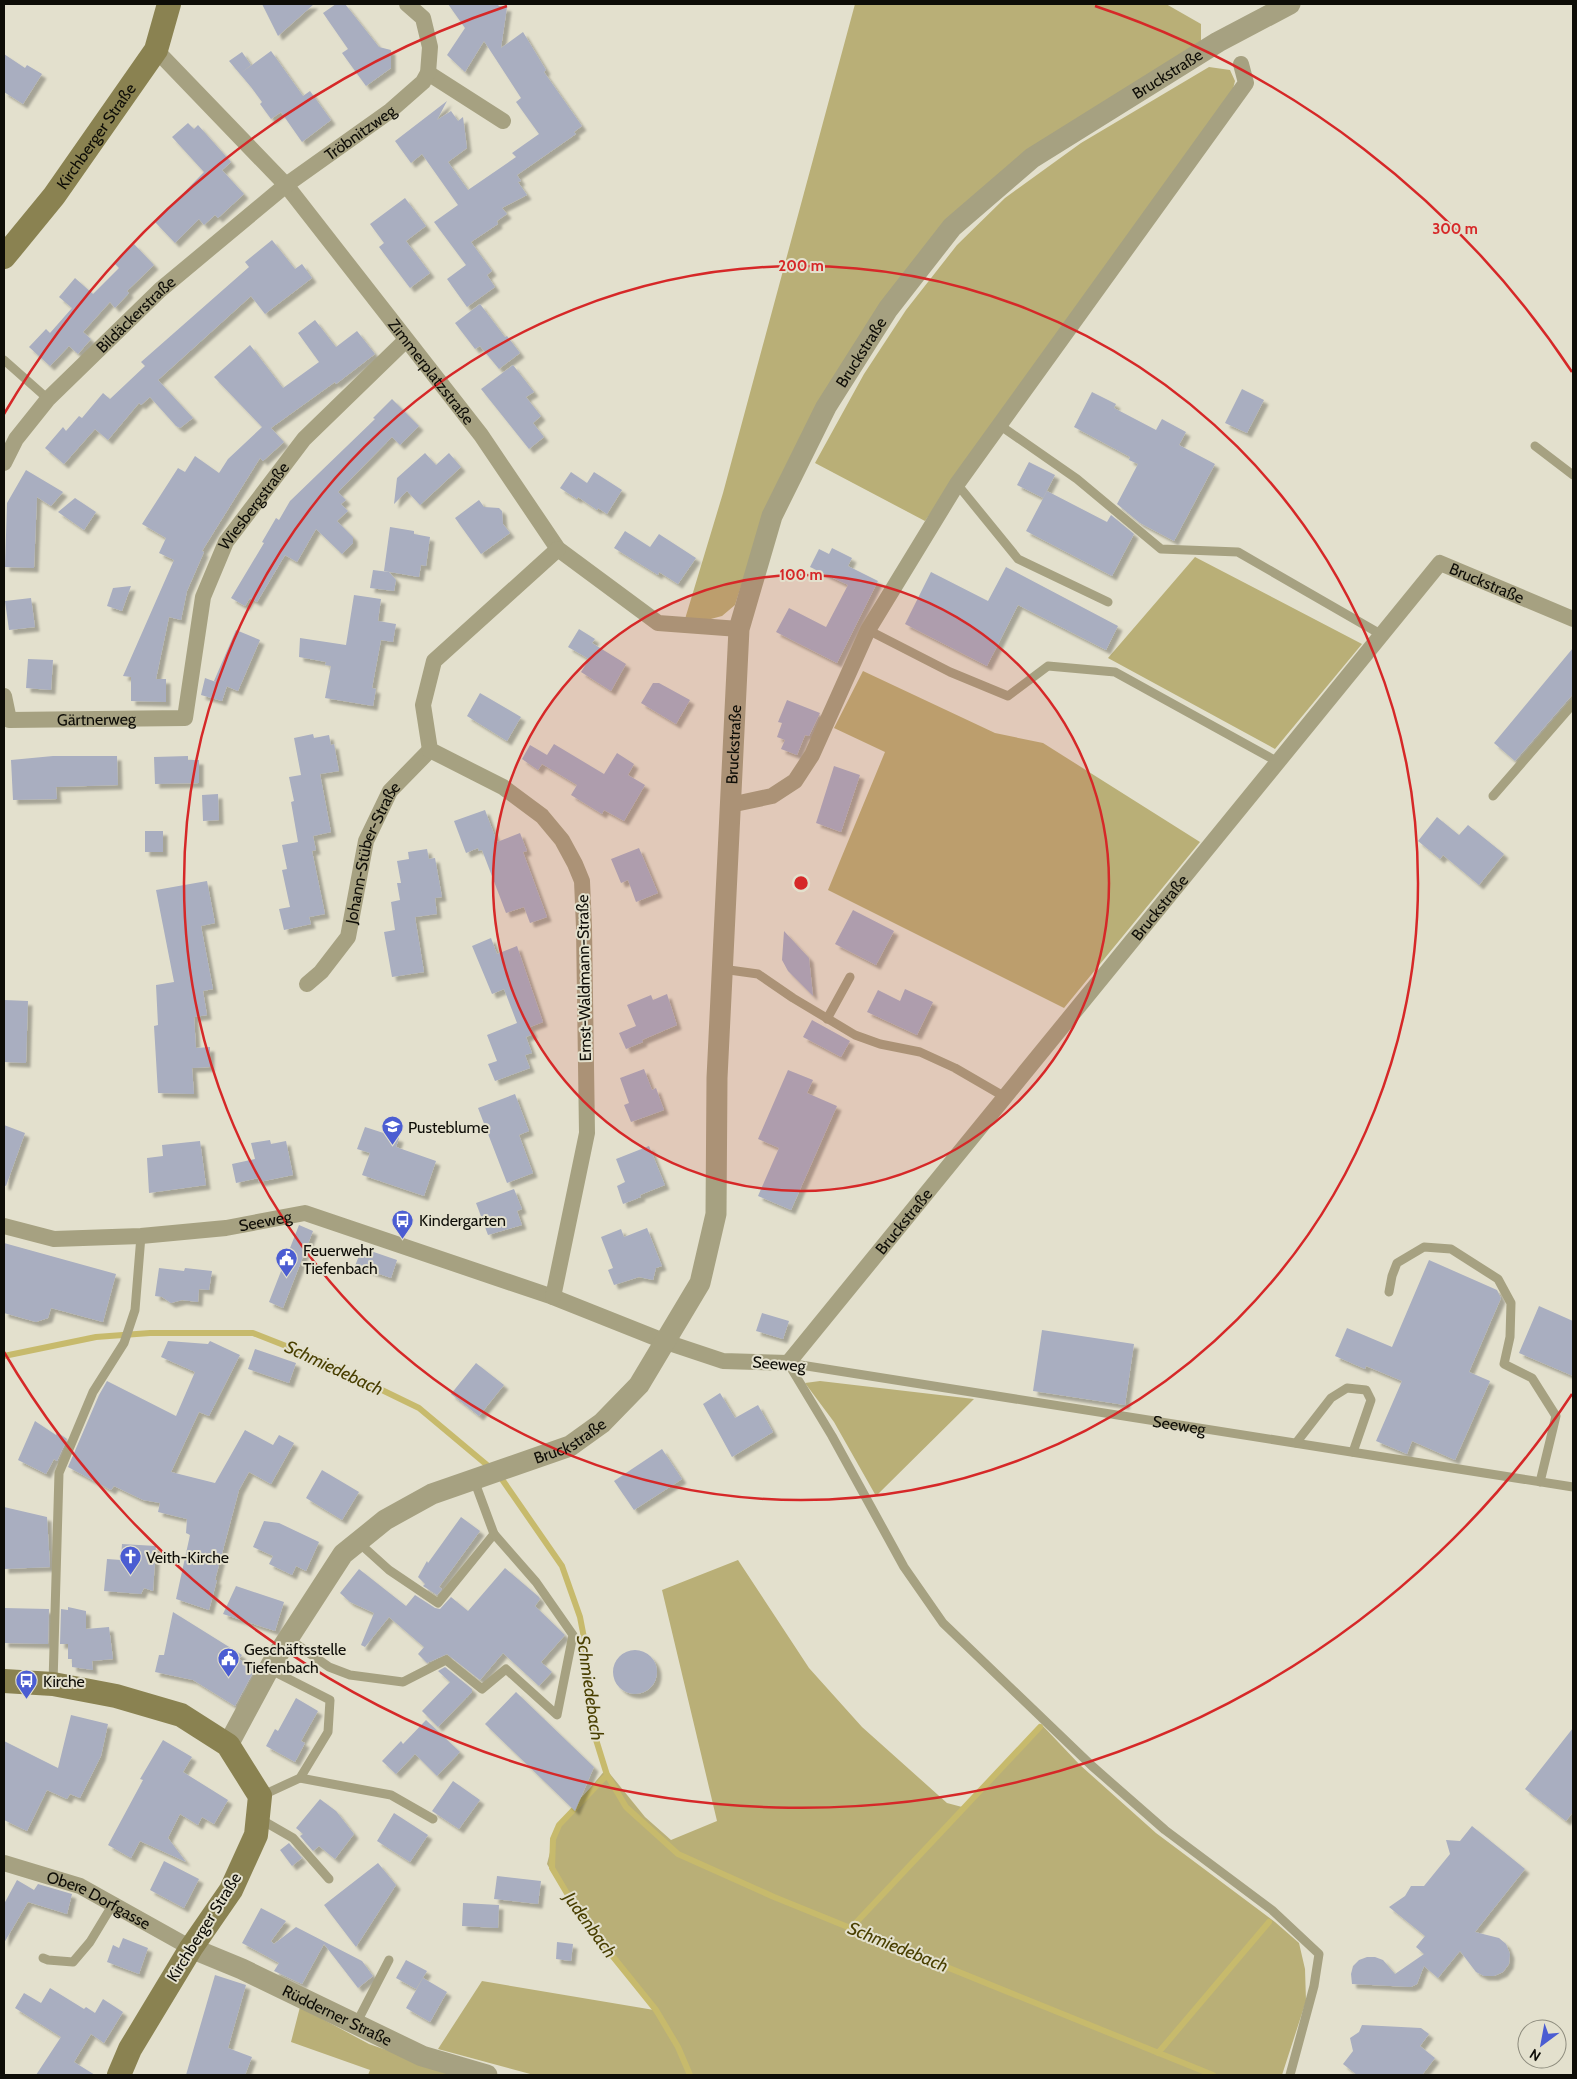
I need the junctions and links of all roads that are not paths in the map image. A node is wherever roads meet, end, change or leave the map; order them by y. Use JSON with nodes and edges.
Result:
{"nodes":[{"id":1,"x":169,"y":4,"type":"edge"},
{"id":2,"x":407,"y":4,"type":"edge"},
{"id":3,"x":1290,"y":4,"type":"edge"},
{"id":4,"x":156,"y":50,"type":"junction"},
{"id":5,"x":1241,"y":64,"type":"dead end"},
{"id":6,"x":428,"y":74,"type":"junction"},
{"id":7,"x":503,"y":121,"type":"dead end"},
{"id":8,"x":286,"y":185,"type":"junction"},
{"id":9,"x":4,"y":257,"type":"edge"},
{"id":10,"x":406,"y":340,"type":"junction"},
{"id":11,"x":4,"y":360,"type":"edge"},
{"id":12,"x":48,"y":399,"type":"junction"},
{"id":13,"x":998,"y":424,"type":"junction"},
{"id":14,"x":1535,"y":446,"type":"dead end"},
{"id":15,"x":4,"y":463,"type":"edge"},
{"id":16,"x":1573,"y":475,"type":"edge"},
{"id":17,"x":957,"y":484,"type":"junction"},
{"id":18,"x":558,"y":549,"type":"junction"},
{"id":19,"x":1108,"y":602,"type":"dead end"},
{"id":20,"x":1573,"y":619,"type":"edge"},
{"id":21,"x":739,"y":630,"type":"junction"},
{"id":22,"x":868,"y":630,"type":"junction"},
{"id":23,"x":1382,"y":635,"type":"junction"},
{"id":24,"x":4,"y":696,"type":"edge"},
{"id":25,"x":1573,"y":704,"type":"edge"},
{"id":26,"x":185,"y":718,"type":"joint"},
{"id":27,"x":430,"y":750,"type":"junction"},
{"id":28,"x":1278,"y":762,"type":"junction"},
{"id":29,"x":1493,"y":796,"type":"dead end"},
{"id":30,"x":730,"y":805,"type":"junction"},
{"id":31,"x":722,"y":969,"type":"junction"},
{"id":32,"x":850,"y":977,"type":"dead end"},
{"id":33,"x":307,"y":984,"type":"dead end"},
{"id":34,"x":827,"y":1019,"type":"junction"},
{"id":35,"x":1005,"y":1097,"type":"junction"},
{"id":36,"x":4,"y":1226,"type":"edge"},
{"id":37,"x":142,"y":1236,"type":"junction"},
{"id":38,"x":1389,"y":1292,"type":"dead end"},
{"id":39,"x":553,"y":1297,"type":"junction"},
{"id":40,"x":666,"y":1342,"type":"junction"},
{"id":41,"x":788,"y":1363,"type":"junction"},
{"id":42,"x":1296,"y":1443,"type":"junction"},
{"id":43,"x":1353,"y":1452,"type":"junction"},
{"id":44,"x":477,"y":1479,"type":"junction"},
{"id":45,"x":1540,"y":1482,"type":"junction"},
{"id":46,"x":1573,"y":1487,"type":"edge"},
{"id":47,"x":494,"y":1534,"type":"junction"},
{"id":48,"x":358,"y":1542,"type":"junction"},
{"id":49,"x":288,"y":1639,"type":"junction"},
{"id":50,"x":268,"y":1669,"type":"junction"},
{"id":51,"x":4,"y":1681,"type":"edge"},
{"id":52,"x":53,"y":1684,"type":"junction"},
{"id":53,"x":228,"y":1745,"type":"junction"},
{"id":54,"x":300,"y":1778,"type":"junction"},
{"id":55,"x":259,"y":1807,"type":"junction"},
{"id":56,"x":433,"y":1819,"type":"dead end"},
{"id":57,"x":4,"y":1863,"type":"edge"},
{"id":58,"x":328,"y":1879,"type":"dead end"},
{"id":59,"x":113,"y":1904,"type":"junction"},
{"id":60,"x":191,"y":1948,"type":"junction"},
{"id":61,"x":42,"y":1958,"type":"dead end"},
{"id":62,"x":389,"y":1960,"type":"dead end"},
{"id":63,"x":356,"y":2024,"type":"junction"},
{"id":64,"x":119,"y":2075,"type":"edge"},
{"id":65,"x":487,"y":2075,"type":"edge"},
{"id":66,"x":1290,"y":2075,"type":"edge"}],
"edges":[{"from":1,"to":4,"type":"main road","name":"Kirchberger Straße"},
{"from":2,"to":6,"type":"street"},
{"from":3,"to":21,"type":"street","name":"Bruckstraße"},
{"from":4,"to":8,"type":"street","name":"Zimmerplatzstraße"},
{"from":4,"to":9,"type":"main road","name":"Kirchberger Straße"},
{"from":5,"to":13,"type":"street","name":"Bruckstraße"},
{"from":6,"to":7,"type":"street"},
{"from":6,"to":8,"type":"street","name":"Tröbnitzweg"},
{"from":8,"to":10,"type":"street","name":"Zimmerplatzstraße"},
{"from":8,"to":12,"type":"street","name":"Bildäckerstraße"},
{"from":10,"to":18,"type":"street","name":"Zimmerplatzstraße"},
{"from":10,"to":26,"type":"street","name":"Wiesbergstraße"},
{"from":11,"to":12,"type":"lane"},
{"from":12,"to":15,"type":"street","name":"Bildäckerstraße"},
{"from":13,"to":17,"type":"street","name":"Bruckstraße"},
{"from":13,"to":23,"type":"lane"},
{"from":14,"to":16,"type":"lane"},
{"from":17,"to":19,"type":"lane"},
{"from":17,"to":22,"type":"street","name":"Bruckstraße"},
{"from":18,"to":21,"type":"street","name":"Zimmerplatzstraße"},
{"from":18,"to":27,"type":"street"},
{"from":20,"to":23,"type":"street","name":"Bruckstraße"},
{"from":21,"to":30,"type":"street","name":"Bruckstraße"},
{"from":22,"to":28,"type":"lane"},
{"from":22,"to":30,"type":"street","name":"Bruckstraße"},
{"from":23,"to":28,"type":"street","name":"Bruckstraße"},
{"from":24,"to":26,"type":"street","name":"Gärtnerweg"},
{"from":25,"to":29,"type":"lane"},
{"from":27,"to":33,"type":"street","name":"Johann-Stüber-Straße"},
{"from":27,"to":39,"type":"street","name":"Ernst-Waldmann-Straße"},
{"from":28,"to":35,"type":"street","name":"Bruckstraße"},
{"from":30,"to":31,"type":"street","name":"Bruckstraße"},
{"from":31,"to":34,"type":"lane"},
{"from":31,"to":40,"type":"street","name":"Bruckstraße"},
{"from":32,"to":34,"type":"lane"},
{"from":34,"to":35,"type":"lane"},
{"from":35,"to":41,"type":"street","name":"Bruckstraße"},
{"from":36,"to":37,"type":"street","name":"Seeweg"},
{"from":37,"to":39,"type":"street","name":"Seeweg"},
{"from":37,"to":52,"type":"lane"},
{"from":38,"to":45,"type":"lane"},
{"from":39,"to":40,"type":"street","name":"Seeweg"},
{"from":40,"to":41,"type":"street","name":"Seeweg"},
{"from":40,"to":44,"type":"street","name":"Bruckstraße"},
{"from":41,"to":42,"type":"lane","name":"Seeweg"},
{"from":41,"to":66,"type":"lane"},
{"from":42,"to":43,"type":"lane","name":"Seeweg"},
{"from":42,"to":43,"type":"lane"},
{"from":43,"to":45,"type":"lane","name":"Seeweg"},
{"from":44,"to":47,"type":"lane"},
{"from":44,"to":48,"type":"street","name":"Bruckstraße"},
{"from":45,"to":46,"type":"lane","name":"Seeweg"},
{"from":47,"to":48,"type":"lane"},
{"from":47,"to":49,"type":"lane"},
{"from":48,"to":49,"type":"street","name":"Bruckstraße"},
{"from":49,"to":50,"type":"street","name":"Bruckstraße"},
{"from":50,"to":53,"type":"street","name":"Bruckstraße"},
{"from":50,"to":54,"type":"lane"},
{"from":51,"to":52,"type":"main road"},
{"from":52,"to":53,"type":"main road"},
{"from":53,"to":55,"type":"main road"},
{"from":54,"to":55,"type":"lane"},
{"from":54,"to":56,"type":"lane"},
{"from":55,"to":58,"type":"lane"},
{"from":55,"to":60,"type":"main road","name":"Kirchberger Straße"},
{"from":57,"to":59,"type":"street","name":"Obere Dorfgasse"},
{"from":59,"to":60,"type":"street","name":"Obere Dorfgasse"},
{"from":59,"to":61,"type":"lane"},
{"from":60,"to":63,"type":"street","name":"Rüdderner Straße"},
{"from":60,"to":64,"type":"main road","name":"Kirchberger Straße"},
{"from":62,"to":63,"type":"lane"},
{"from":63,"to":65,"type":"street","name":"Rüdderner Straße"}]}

========

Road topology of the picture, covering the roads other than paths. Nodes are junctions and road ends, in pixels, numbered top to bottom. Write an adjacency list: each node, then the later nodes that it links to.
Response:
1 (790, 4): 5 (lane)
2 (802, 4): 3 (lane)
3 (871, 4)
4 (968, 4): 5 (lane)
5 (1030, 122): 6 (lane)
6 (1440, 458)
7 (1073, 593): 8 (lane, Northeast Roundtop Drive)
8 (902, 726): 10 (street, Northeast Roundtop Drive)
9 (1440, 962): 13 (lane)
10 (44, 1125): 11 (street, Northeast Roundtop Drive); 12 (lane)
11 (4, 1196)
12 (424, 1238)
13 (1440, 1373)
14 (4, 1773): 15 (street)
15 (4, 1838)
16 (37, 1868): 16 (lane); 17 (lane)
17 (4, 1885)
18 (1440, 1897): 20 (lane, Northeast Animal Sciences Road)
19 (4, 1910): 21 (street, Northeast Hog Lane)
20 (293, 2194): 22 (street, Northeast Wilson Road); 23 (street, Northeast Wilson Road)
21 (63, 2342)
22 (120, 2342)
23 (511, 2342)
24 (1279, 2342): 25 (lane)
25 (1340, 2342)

========

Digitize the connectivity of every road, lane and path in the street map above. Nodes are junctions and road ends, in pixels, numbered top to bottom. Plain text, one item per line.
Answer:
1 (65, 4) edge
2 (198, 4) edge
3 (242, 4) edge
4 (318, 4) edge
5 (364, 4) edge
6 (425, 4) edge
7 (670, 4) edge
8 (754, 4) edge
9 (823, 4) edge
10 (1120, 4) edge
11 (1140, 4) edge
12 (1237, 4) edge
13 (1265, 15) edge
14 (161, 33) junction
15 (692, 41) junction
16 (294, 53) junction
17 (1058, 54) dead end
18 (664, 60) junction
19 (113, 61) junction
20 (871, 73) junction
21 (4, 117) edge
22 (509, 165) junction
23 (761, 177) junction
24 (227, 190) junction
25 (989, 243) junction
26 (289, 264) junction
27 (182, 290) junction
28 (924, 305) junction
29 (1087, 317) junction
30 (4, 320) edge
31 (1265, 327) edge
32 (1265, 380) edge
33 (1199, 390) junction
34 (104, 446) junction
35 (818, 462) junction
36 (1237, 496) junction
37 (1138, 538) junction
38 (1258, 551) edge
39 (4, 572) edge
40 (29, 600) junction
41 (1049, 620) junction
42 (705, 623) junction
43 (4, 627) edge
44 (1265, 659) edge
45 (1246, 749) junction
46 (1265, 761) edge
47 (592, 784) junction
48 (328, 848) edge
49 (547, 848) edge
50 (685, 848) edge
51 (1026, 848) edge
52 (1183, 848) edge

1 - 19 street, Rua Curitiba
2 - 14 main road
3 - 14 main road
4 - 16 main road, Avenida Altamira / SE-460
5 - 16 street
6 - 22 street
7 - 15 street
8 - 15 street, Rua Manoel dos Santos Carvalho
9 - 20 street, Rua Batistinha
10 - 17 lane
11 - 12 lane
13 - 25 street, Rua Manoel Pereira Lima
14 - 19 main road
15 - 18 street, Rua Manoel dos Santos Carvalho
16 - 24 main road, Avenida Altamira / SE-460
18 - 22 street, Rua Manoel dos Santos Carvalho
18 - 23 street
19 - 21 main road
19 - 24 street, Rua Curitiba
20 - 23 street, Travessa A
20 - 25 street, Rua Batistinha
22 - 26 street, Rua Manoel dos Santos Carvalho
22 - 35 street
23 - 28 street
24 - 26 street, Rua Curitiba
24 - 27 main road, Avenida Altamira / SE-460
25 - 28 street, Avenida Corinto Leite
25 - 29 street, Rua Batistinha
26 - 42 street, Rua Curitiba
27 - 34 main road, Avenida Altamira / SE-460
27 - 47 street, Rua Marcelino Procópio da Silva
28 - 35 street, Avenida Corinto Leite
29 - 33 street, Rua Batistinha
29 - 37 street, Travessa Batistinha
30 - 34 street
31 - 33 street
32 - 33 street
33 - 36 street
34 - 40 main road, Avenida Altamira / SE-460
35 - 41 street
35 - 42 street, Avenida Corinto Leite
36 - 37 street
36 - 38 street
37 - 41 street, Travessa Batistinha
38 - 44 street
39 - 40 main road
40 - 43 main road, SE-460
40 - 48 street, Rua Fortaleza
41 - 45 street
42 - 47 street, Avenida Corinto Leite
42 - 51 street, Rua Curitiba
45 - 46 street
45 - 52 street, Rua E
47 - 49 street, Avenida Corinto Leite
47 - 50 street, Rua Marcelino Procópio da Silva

========

• [EXERCISE DESCRIPTION] Copy each line from the entries above that has the word "links" in it.

• [RESPONSE BOX]
I need the junctions and links of all roads that are not paths in the map image. A node is wherever roads meet, end, change or leave the map; order them by y. Use JSON with nodes and edges.
Road topology of the picture, covering the roads other than paths. Nodes are junctions and road ends, in pixels, numbered top to bottom. Write an adjacency list: each node, then the later nodes that it links to.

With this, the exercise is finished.